Step 4 — Drop the button into your sign-in page:

app/auth/signin/page.tsx
'use client'
import { SignInWithSolanaButton } from '@/lib/solana-auth'

export default function SignInPage() {
  return (
    <div>
      <SignInWithSolanaButton
        onSuccess={(session) => console.log('Signed in:', session)}
        onError={(err) => console.error(err)}
      />
    </div>
  )
}

7. Verify it works

  1. Open your sign-in page. The SignInWithSolanaButton should render. Click it — your wallet extension should open.
  2. Approve the connection. The button should transition to "Sign message" state.
  3. Sign the message in your wallet. The button transitions to "Verifying…" and then to "Signed in".
  4. Confirm a row in auth_nonces has consumed_at set (replay protection).
  5. Confirm a row in wallets links the wallet address to a user account.
  6. Try the devnet playground on the block detail page to see the full flow animated step-by-step.

8. Failure modes & fixes

WalletNotConnectedError

Cause: The wallet adapter is not connected before calling useSolanaAuth().

Fix: Wrap your app in WalletProviders and ensure the user clicks connect before sign-in.

Nonce not found or already consumed

Cause: The nonce expired (5-minute TTL), was already used (replay protection), or the wallet address doesn't match.

Fix: Restart the flow to generate a fresh nonce. Ensure wallet address sent to /api/solana-auth/nonce matches the address used to sign.

Ed25519 verification failed

Cause: The signature is invalid — either tampered in transit or the message was modified between nonce fetch and signing.

Fix: Ensure the message passed to wallet.signMessage() is exactly the string returned from the nonce endpoint, with no modifications.

Domain binding error: expected marrowstack.dev, got localhost

Cause: NEXT_PUBLIC_APP_URL is set to the production domain but you're testing locally.

Fix: Set NEXT_PUBLIC_APP_URL=http://localhost:3000 in .env.local for local development.

TypeError: Cannot read properties of undefined (reading 'signMessage')

Cause: The wallet adapter context is not available — WalletProviders is not wrapping the component.

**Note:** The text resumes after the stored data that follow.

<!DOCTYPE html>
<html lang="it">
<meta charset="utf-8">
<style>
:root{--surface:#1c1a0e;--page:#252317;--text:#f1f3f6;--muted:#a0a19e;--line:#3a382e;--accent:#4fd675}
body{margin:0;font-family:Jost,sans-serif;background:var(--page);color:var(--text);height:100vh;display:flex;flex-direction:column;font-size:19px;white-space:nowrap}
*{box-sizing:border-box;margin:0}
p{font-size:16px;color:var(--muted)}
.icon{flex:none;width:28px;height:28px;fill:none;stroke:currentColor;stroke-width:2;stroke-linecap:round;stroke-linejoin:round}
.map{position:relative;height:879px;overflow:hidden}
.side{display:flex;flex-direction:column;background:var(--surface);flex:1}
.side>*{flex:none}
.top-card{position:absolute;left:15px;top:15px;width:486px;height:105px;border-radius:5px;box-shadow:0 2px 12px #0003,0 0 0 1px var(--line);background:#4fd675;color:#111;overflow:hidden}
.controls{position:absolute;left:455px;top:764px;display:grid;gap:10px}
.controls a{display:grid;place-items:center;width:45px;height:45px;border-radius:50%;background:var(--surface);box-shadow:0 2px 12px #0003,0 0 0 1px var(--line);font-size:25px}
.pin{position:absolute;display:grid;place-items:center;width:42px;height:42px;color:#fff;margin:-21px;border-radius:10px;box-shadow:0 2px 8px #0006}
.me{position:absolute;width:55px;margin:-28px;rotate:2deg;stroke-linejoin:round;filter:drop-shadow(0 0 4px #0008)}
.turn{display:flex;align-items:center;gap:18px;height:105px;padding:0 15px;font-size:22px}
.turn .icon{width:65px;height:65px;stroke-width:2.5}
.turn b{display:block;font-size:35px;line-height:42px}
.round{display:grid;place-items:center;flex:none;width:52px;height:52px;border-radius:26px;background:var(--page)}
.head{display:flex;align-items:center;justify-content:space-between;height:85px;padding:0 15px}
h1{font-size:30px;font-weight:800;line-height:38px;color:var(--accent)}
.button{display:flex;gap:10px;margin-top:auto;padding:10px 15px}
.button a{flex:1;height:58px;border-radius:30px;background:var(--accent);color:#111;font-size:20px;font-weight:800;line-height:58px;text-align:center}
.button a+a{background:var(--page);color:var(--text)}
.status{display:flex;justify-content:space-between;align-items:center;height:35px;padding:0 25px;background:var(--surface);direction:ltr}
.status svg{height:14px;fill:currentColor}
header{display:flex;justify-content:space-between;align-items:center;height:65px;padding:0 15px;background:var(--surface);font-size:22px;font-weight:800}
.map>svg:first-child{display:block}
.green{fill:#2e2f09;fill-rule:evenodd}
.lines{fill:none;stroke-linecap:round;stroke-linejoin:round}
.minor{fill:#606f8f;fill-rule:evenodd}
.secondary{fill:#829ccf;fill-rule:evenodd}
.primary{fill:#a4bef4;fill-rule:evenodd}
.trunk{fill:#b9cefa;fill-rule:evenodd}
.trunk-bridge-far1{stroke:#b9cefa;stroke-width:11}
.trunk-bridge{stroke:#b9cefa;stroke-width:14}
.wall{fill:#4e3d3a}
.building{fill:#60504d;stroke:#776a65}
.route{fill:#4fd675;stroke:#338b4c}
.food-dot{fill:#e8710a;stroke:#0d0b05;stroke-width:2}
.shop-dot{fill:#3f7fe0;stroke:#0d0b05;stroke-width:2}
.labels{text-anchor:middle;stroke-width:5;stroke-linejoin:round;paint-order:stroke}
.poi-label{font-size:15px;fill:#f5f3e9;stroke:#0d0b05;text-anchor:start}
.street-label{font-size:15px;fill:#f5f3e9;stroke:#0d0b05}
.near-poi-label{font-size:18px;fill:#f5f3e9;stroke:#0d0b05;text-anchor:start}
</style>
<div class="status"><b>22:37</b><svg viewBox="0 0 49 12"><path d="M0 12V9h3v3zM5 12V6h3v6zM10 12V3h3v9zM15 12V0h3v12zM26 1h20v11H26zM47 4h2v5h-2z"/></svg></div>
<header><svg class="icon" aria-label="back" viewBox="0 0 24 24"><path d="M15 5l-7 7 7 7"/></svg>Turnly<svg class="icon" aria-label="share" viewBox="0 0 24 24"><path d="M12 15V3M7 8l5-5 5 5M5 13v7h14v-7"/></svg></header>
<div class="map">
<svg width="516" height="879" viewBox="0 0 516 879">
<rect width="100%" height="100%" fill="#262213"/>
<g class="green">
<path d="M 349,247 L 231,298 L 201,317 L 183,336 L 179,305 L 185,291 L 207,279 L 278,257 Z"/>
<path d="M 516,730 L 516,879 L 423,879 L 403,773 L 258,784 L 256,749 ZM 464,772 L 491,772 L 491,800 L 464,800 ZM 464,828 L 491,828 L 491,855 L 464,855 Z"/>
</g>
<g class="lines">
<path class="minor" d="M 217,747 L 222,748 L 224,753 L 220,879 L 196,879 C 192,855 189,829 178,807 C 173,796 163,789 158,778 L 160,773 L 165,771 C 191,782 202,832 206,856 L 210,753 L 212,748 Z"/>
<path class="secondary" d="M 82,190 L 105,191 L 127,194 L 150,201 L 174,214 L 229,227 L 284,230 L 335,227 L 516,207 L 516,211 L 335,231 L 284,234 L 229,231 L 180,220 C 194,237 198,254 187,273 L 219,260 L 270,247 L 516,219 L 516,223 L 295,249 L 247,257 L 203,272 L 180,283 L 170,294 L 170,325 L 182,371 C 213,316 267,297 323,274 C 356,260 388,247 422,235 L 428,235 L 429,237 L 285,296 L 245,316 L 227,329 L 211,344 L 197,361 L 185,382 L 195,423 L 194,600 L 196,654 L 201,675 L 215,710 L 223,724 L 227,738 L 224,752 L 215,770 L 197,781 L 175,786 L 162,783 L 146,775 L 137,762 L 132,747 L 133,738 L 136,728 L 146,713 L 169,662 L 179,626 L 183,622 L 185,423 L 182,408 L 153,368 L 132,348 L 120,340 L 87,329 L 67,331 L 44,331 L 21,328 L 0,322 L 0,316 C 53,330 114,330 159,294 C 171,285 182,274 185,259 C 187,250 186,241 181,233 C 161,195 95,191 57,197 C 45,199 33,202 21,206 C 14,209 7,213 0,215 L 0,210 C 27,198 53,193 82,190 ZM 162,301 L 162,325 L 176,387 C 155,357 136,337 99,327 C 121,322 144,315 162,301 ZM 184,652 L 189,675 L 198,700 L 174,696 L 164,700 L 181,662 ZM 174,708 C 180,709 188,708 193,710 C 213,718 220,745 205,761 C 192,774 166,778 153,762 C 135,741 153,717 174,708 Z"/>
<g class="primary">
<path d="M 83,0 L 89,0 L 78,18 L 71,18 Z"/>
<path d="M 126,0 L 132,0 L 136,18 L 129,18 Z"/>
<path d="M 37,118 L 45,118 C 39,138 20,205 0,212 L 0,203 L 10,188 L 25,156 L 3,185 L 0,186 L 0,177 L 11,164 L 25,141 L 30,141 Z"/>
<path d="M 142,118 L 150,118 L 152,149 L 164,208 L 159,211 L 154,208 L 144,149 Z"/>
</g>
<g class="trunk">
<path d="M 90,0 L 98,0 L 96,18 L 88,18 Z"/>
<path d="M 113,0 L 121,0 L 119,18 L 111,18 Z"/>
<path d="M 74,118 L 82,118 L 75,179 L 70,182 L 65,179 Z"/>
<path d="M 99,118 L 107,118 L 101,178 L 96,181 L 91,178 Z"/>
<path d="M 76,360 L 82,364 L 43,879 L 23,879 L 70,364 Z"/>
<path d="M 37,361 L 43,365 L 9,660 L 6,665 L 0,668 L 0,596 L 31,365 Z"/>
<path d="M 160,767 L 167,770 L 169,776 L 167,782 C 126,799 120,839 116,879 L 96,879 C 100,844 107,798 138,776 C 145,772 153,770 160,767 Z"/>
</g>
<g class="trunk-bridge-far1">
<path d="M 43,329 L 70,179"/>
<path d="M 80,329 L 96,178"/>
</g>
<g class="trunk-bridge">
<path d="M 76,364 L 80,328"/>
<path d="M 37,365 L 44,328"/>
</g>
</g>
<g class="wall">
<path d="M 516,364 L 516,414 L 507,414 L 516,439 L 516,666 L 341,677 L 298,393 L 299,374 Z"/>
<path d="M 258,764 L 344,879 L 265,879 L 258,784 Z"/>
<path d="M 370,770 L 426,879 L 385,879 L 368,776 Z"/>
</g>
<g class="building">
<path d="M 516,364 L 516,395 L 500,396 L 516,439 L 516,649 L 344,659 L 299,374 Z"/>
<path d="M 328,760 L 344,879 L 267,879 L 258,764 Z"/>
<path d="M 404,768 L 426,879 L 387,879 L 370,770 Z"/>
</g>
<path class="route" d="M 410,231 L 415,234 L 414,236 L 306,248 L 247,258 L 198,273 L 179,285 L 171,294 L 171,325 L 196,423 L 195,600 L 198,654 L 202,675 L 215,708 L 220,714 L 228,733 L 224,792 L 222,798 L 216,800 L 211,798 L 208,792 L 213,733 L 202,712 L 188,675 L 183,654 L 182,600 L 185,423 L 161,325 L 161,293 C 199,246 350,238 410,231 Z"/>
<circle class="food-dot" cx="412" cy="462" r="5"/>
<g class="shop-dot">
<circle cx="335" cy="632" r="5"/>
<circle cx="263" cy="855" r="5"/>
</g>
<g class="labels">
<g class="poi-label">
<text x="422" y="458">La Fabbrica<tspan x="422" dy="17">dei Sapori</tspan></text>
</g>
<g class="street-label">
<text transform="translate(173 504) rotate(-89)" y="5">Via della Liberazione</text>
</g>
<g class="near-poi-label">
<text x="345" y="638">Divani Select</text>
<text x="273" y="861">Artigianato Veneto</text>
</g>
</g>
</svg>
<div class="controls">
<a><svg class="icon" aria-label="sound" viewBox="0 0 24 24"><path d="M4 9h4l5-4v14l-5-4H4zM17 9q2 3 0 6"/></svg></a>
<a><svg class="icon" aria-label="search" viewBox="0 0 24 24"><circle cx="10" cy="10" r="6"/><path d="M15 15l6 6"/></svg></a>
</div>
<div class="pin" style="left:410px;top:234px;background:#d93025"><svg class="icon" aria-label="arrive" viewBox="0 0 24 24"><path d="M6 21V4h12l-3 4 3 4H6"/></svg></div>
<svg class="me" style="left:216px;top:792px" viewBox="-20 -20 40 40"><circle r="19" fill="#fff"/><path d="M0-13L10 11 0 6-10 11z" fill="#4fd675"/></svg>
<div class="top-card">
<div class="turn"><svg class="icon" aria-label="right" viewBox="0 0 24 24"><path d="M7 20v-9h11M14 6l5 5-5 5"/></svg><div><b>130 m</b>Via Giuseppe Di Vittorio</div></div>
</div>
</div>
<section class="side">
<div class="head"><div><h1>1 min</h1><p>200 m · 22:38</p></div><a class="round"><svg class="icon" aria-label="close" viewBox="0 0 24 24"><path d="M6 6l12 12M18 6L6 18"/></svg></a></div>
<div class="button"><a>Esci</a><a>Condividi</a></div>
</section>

Fix: Confirm WalletProviders is mounted in app/layout.tsx above all components that use useSolanaAuth or SignInWithSolanaButton.

relation 'auth_nonces' does not exist

Cause: The SQL migration has not been run.

Fix: Run the MIGRATION constant from solana-auth.tsx in Supabase SQL Editor.

9. Security responsibilities

What this block guarantees:

  • Ed25519 signature verified server-side using tweetnacl — the client cannot forge a signature.
  • Nonces are single-use (consumed atomically in a single DB update). Replay attacks are prevented.
  • Domain binding: the SIWS message embeds your app domain. A signature obtained from a different domain is rejected.
  • Nonces expire after 5 minutes. An attacker cannot use a nonce from an old session.
  • All verification runs server-side in the API route — the client cannot skip it.

What you must ensure:

  • Run on HTTPS. SIWS messages sent over plaintext HTTP can be intercepted and replayed.
  • Set NEXT_PUBLIC_SOLANA_CLUSTER=mainnet-beta in production. devnet is for the playground only; these clusters must never share config.
  • Keep SUPABASE_SERVICE_ROLE_KEY server-side. It is only needed in the API routes, never in the client.
  • The SIWS message includes your app domain. If you change your domain, update NEXT_PUBLIC_APP_URL and re-test.